ENTRIES SUPPLIED below:

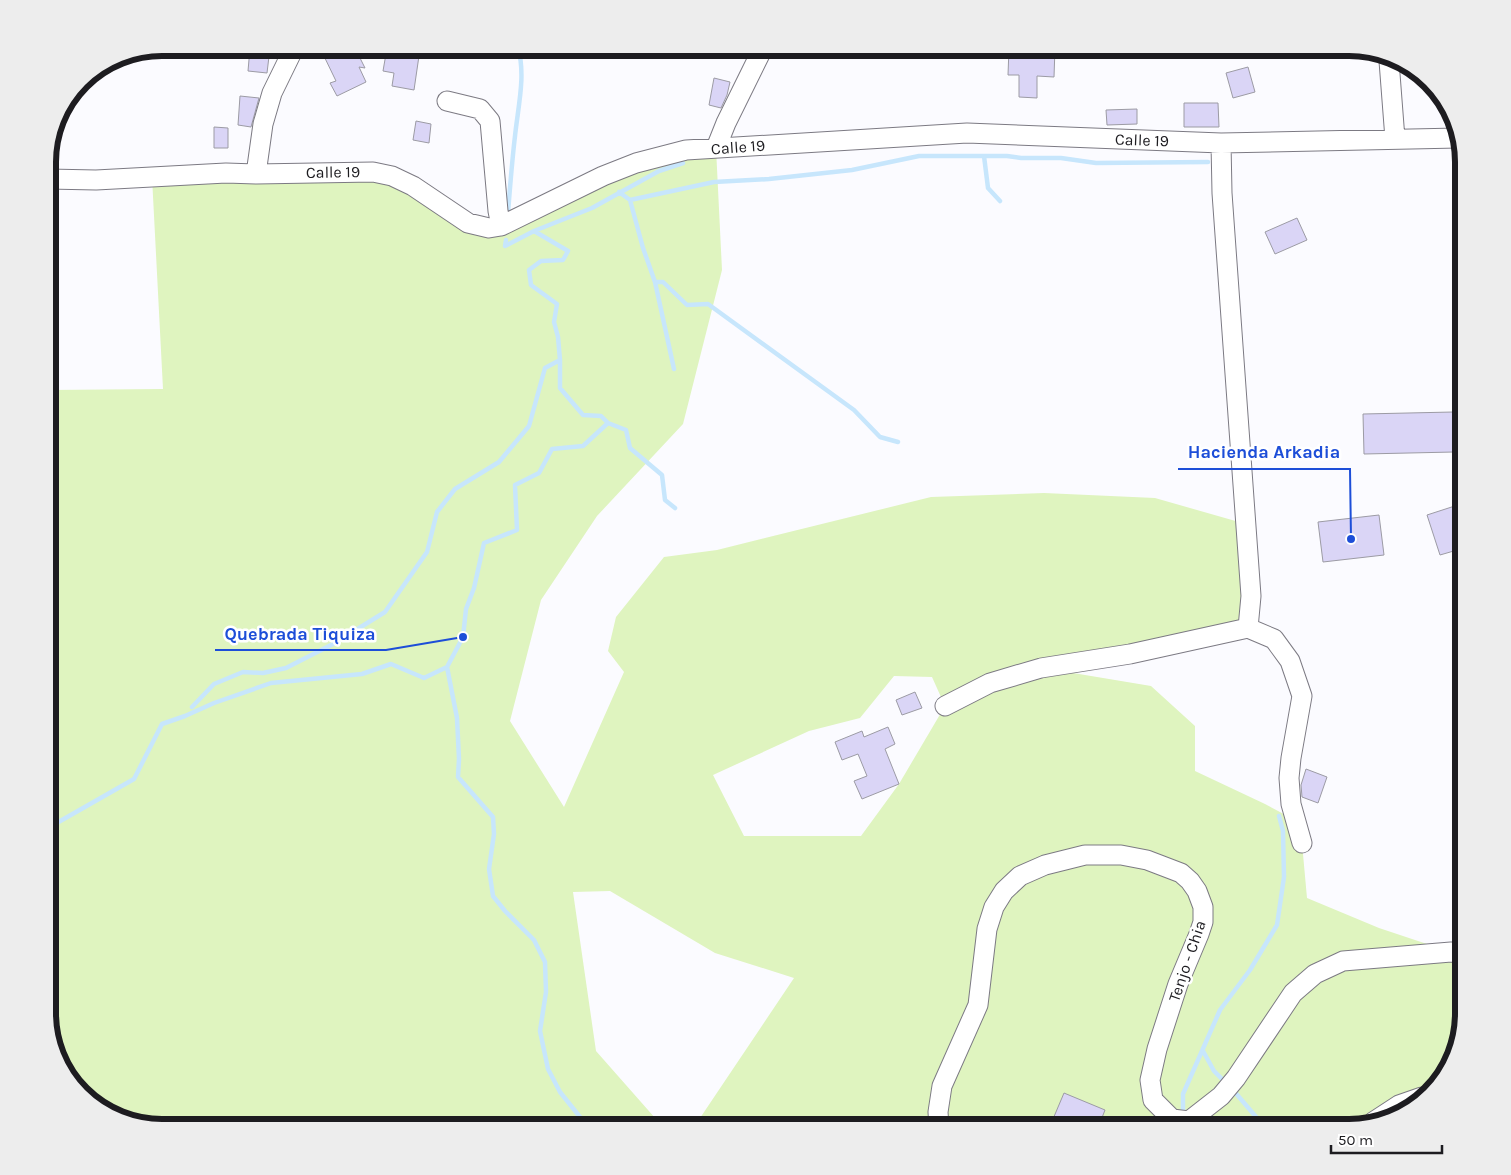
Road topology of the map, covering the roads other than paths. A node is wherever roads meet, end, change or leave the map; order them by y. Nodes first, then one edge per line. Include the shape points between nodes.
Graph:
1 (290, 56) edge
2 (759, 56) edge
3 (1389, 64) edge
4 (447, 101) dead end
5 (1452, 138) edge
6 (1395, 139) junction
7 (1221, 143) junction
8 (716, 148) junction
9 (256, 174) junction
10 (56, 179) edge
11 (501, 226) junction
12 (1248, 628) junction
13 (945, 706) dead end
14 (1302, 843) dead end
15 (1455, 953) edge
16 (1405, 1103) edge
17 (1393, 1109) edge
18 (938, 1119) edge
19 (1172, 1119) edge
20 (1192, 1119) edge

1 - 9 street via 272,93 263,124
2 - 8 street
3 - 6 street
4 - 11 street via 480,109 490,121
5 - 6 street, Calle 19
6 - 7 street, Calle 19
7 - 8 street, Calle 19 via 967,133
7 - 12 street via 1251,596
8 - 11 street, Calle 19 via 686,150 636,163
9 - 10 street, Calle 19
9 - 11 street, Calle 19 via 372,172 392,176 413,186 468,223 489,228
12 - 13 street via 1130,654 1041,668 990,683
12 - 14 street via 1274,639 1290,660 1302,696 1289,778 1291,804
15 - 20 street, Tenjo - Chia via 1343,961 1315,974 1293,993 1221,1096
16 - 17 street
18 - 19 street, Tenjo - Chia via 942,1086 978,1005 986,929 994,906 1004,891 1020,876 1045,865 1085,855 1121,855 1147,860 1181,873 1190,880 1203,907 1203,922 1178,984 1150,1080 1153,1100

End of ENTRIES SUPPLIED.

▶ _TASK BRIEF_
Please output all of the entries above exactly, but without any picture.

▶ _YOUR SOLUTION_
Road topology of the map, covering the roads other than paths. A node is wherever roads meet, end, change or leave the map; order them by y. Nodes first, then one edge per line. Include the shape points between nodes.
Graph:
1 (290, 56) edge
2 (759, 56) edge
3 (1389, 64) edge
4 (447, 101) dead end
5 (1452, 138) edge
6 (1395, 139) junction
7 (1221, 143) junction
8 (716, 148) junction
9 (256, 174) junction
10 (56, 179) edge
11 (501, 226) junction
12 (1248, 628) junction
13 (945, 706) dead end
14 (1302, 843) dead end
15 (1455, 953) edge
16 (1405, 1103) edge
17 (1393, 1109) edge
18 (938, 1119) edge
19 (1172, 1119) edge
20 (1192, 1119) edge

1 - 9 street via 272,93 263,124
2 - 8 street
3 - 6 street
4 - 11 street via 480,109 490,121
5 - 6 street, Calle 19
6 - 7 street, Calle 19
7 - 8 street, Calle 19 via 967,133
7 - 12 street via 1251,596
8 - 11 street, Calle 19 via 686,150 636,163
9 - 10 street, Calle 19
9 - 11 street, Calle 19 via 372,172 392,176 413,186 468,223 489,228
12 - 13 street via 1130,654 1041,668 990,683
12 - 14 street via 1274,639 1290,660 1302,696 1289,778 1291,804
15 - 20 street, Tenjo - Chia via 1343,961 1315,974 1293,993 1221,1096
16 - 17 street
18 - 19 street, Tenjo - Chia via 942,1086 978,1005 986,929 994,906 1004,891 1020,876 1045,865 1085,855 1121,855 1147,860 1181,873 1190,880 1203,907 1203,922 1178,984 1150,1080 1153,1100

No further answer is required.